P.S. : D’abord, le texte de loi prévoit des mesures économiques pour financer la dépollution des eaux. La redevance de pollueur-payeur, fixée à 100 euros pour chaque tranche de 100 grammes de PFAS rejetés dans l’eau, sanctionnera les installations industrielles émettrices de polluants éternels. Cette nouvelle taxe doit être utile pour remédier aux dégâts causés par les polluants éternels.

Et puis, cette loi sera disruptive puisque certains industriels devront changer leur mode de production. Certaines substances qu'ils utilisaient dans leur process vont être purement et simplement interdites de mise sur le marché. Mais le tissu industriel, lorsqu'il y a des moments disruptifs, sait s'adapter. Le règlement REACH nous l’a prouvé au niveau européen.

JSS : Et pour le consommateur ?

P.S. : Cette loi entraînera un bouleversement notable pour l’ensemble de la société. Nous sommes tous et toutes habitués à avoir nos supers imperméables, à mettre de l’imperméabilisant sur nos chaussures pour que lorsqu’il pleut, il n'y ait pas de tache sur nos chaussures en cuir.

La technicité apportée par les PFAS, aux textiles et notamment, aux sportifs va devoir être remplacée. On ne sait pas aujourd’hui si nous allons retrouver le même niveau de technicité, par exemple, avec les vestes qui sont imperméabilisantes mais qui laissent sortir la transpiration. Alors cette loi va nous obliger à changer d’habitudes de consommation.

JSS : Est ce qu’il y a un risque de se tourner vers des produits importés ?

PS : La loi comprend l’interdiction de l’import de produits avec PFAS en France.
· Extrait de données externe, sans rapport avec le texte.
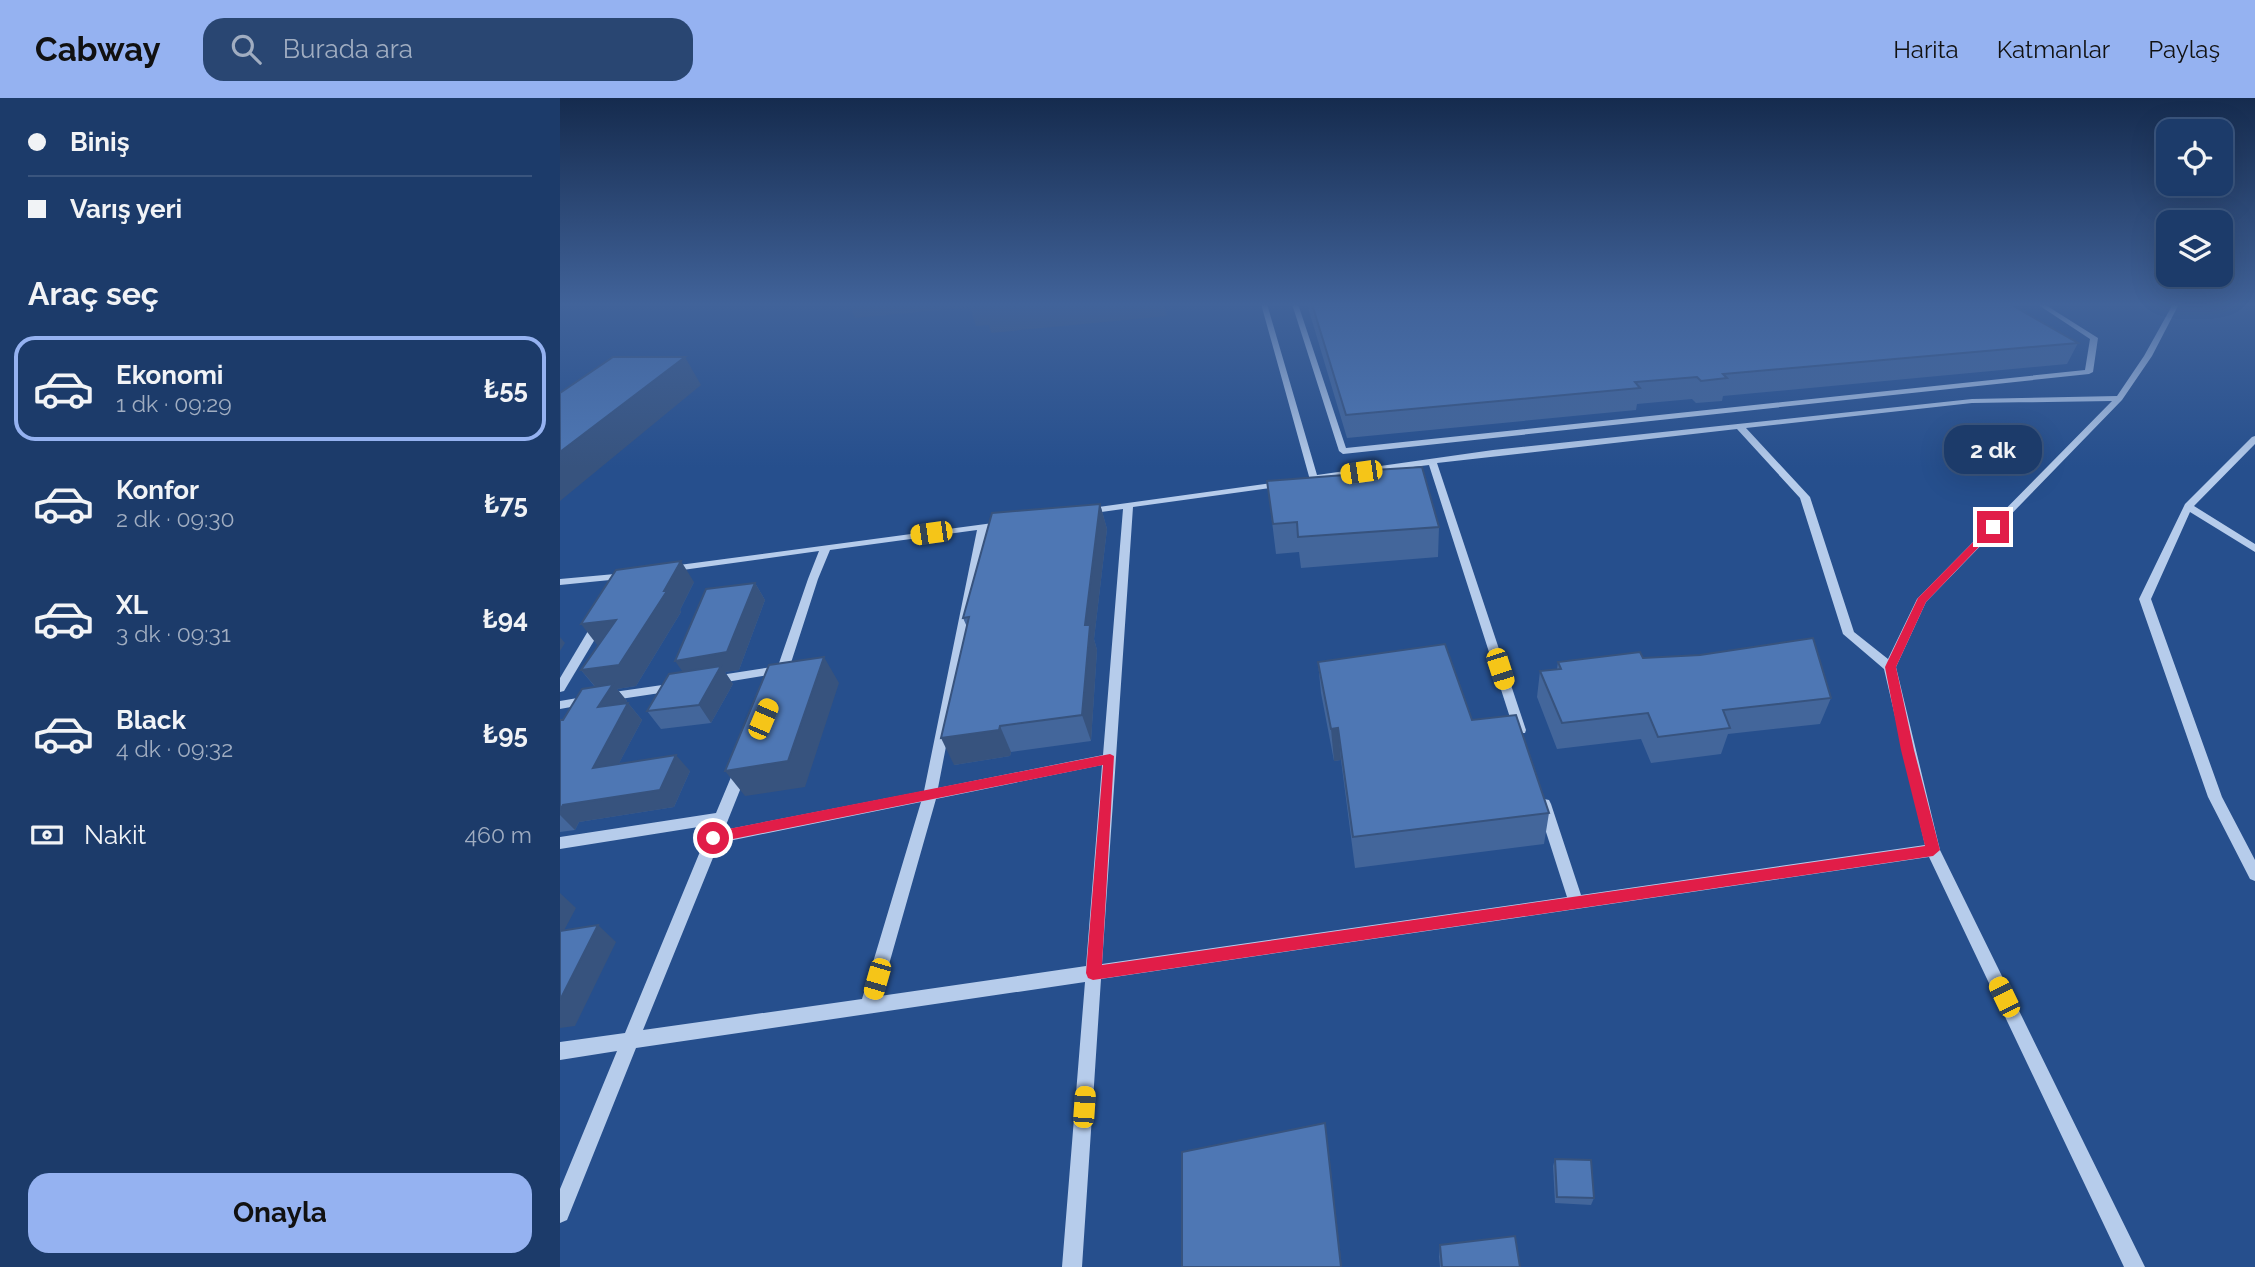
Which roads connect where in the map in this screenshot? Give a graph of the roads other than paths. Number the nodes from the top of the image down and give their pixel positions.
1 (1279, 359) edge
2 (1313, 359) edge
3 (2091, 359) edge
4 (2146, 359) edge
5 (2119, 398) junction
6 (1739, 426) junction
7 (2255, 439) edge
8 (1432, 461) junction
9 (1313, 478) junction
10 (1128, 505) junction
11 (2188, 506) junction
12 (1076, 512) edge
13 (1009, 522) edge
14 (983, 526) junction
15 (826, 548) junction
16 (2255, 549) edge
17 (653, 572) edge
18 (560, 582) edge
19 (620, 587) edge
20 (607, 609) edge
21 (1890, 667) junction
22 (783, 669) junction
23 (560, 688) edge
24 (773, 694) edge
25 (560, 705) edge
26 (1525, 747) edge
27 (747, 756) edge
28 (1110, 759) junction
29 (1538, 785) edge
30 (930, 794) junction
31 (721, 818) junction
32 (713, 838) junction
33 (560, 843) edge
34 (1933, 850) junction
35 (2255, 875) edge
36 (1576, 902) junction
37 (1093, 973) junction
38 (869, 1005) junction
39 (629, 1040) junction
40 (560, 1051) edge
41 (560, 1213) edge
42 (1072, 1267) edge
43 (2135, 1267) edge

1 - 9 street
2 - 3 street
4 - 5 street
5 - 6 street
5 - 21 street
6 - 8 street
6 - 21 street
7 - 11 street
8 - 9 street
8 - 26 street
9 - 10 street
10 - 12 street
10 - 28 street
11 - 16 street
11 - 35 street
13 - 14 street
14 - 15 street
14 - 30 street
15 - 17 street
15 - 22 street
18 - 19 street
20 - 23 street
21 - 34 street
22 - 24 street
22 - 25 street
27 - 31 street
28 - 30 street
28 - 37 street
29 - 36 street
30 - 32 street
30 - 38 street
31 - 32 street
31 - 33 street
32 - 39 street
34 - 36 street
34 - 43 street
36 - 37 street
37 - 38 street
37 - 42 street
38 - 39 street
39 - 40 street
39 - 41 street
C’est essentiel sinon nos industriels ne pourraient plus fabriquer des produits techniques avec toutes les caractéristiques mais nous retrouverions les avantages de ces produits techniques dans des produits de l’autre bout de la planète. La question qui se pose est celle du contrôle des achats en ligne des particuliers. L’importation industrielle peut être contrôlable mais ce n’est pas le cas de l’achat via un site hors de l’Union européenne de monsieur et madame tout-le-monde.

Au moins cela va créer un marché à grande échelle. Encore reste-t-il à réguler le développement des textiles PFAS hors Union européenne.